● **Exercise directions**
The lines to copy from the data below are those that hold the string "main".

Exercise input section start

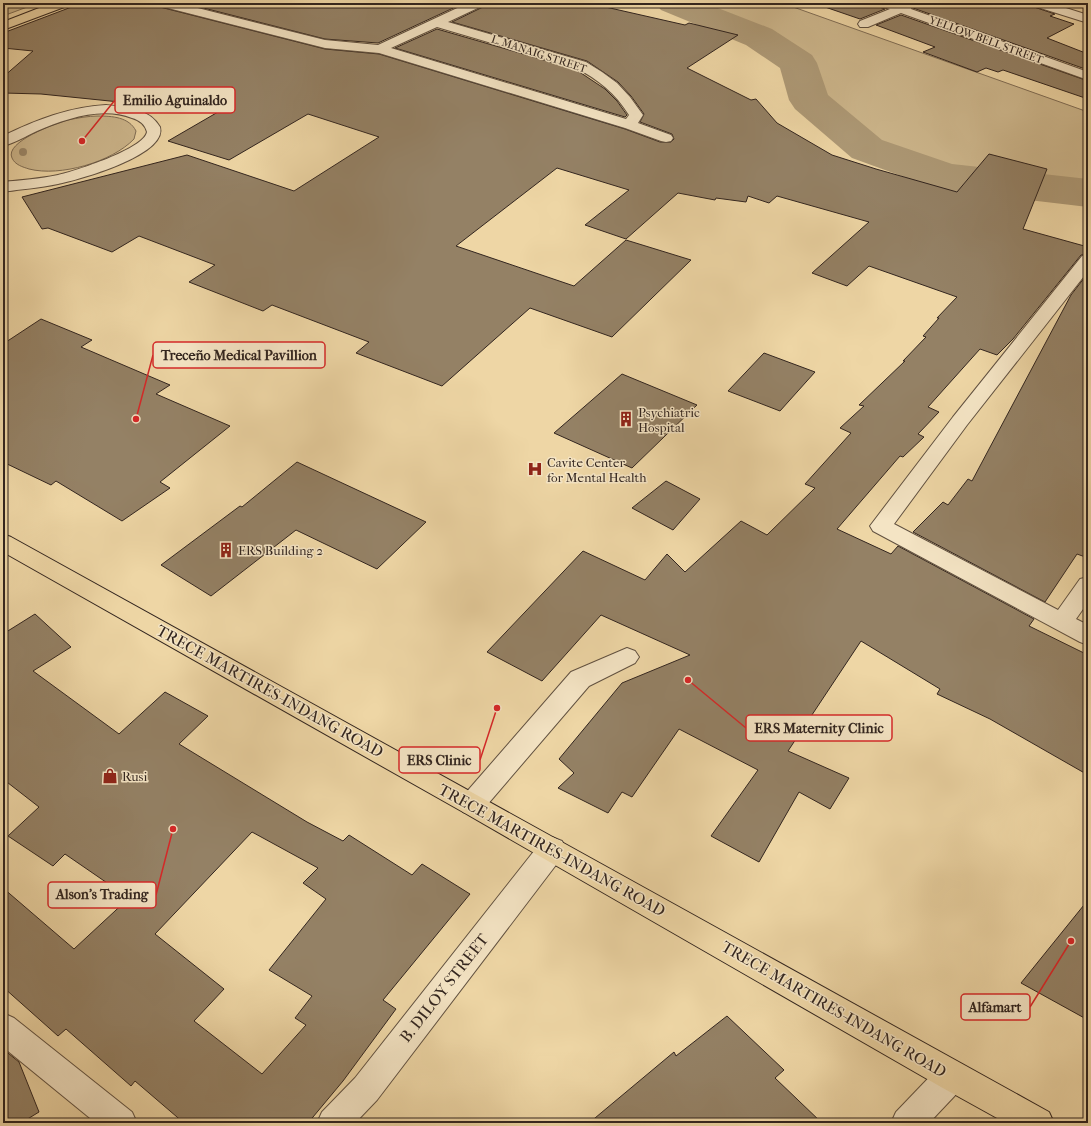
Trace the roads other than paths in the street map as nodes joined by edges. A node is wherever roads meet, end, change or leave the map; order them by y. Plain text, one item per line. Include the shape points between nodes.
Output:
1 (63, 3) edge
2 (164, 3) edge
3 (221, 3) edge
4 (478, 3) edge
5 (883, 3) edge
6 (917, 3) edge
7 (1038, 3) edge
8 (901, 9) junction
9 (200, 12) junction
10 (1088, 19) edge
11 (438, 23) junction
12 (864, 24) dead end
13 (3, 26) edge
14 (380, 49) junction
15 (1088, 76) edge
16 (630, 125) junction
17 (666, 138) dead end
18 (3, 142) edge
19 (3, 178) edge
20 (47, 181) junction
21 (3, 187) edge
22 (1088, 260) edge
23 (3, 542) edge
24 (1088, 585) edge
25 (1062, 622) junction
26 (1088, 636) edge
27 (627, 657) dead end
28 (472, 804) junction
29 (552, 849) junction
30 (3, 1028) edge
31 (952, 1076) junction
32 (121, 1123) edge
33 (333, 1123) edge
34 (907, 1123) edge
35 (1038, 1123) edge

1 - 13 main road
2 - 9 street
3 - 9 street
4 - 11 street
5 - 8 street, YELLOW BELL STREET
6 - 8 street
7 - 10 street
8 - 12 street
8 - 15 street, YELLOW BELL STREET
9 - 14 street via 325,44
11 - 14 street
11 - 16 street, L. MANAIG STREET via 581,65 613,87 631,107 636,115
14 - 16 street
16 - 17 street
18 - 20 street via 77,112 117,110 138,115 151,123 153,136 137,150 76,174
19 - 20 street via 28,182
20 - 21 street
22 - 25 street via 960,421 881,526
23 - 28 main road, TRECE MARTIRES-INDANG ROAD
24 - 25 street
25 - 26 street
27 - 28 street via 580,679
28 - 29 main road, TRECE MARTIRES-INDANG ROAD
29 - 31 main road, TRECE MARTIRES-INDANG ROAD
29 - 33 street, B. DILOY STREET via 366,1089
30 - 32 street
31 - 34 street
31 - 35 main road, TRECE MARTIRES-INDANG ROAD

Exercise input section end
Exercise input section start

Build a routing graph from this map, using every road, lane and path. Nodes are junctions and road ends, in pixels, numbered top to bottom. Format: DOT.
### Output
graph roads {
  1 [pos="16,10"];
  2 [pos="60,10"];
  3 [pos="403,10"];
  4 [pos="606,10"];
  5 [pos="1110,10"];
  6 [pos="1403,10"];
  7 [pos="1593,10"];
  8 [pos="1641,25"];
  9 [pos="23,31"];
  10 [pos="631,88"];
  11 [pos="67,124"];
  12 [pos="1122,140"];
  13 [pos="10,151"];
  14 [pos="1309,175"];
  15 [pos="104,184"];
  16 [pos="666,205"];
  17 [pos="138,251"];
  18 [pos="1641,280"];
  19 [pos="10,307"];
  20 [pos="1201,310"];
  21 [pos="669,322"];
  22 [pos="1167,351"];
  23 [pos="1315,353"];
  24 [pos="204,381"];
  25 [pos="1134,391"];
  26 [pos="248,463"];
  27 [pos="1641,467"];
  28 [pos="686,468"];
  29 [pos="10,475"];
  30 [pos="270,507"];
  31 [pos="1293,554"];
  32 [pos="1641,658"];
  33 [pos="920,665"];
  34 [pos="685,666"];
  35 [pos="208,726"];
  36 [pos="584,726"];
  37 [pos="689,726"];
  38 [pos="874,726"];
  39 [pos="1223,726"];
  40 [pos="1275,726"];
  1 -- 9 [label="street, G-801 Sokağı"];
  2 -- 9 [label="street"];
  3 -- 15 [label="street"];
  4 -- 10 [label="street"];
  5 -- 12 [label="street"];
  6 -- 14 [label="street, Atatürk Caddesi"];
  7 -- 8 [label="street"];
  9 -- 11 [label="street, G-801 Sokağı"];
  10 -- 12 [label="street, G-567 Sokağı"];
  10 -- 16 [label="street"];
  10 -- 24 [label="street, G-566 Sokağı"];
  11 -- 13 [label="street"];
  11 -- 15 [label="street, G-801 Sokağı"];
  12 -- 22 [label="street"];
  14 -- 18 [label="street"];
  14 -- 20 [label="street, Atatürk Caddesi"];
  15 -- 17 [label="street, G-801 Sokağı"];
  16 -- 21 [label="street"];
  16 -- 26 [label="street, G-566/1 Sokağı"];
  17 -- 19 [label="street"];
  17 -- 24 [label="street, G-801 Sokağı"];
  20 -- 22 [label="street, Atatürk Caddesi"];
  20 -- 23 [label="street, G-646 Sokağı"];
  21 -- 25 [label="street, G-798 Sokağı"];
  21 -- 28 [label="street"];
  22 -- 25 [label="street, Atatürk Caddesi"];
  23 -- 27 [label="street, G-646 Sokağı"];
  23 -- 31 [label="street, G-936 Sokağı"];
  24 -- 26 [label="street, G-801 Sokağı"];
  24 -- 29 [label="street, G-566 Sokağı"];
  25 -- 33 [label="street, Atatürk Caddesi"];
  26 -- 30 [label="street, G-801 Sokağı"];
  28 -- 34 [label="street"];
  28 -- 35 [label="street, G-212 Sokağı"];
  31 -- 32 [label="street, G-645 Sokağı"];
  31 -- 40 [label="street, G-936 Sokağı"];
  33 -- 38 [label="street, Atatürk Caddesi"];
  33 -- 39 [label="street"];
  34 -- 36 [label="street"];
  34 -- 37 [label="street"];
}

Exercise input section end

● **Your response**
1 - 13 main road
23 - 28 main road, TRECE MARTIRES-INDANG ROAD
28 - 29 main road, TRECE MARTIRES-INDANG ROAD
29 - 31 main road, TRECE MARTIRES-INDANG ROAD
31 - 35 main road, TRECE MARTIRES-INDANG ROAD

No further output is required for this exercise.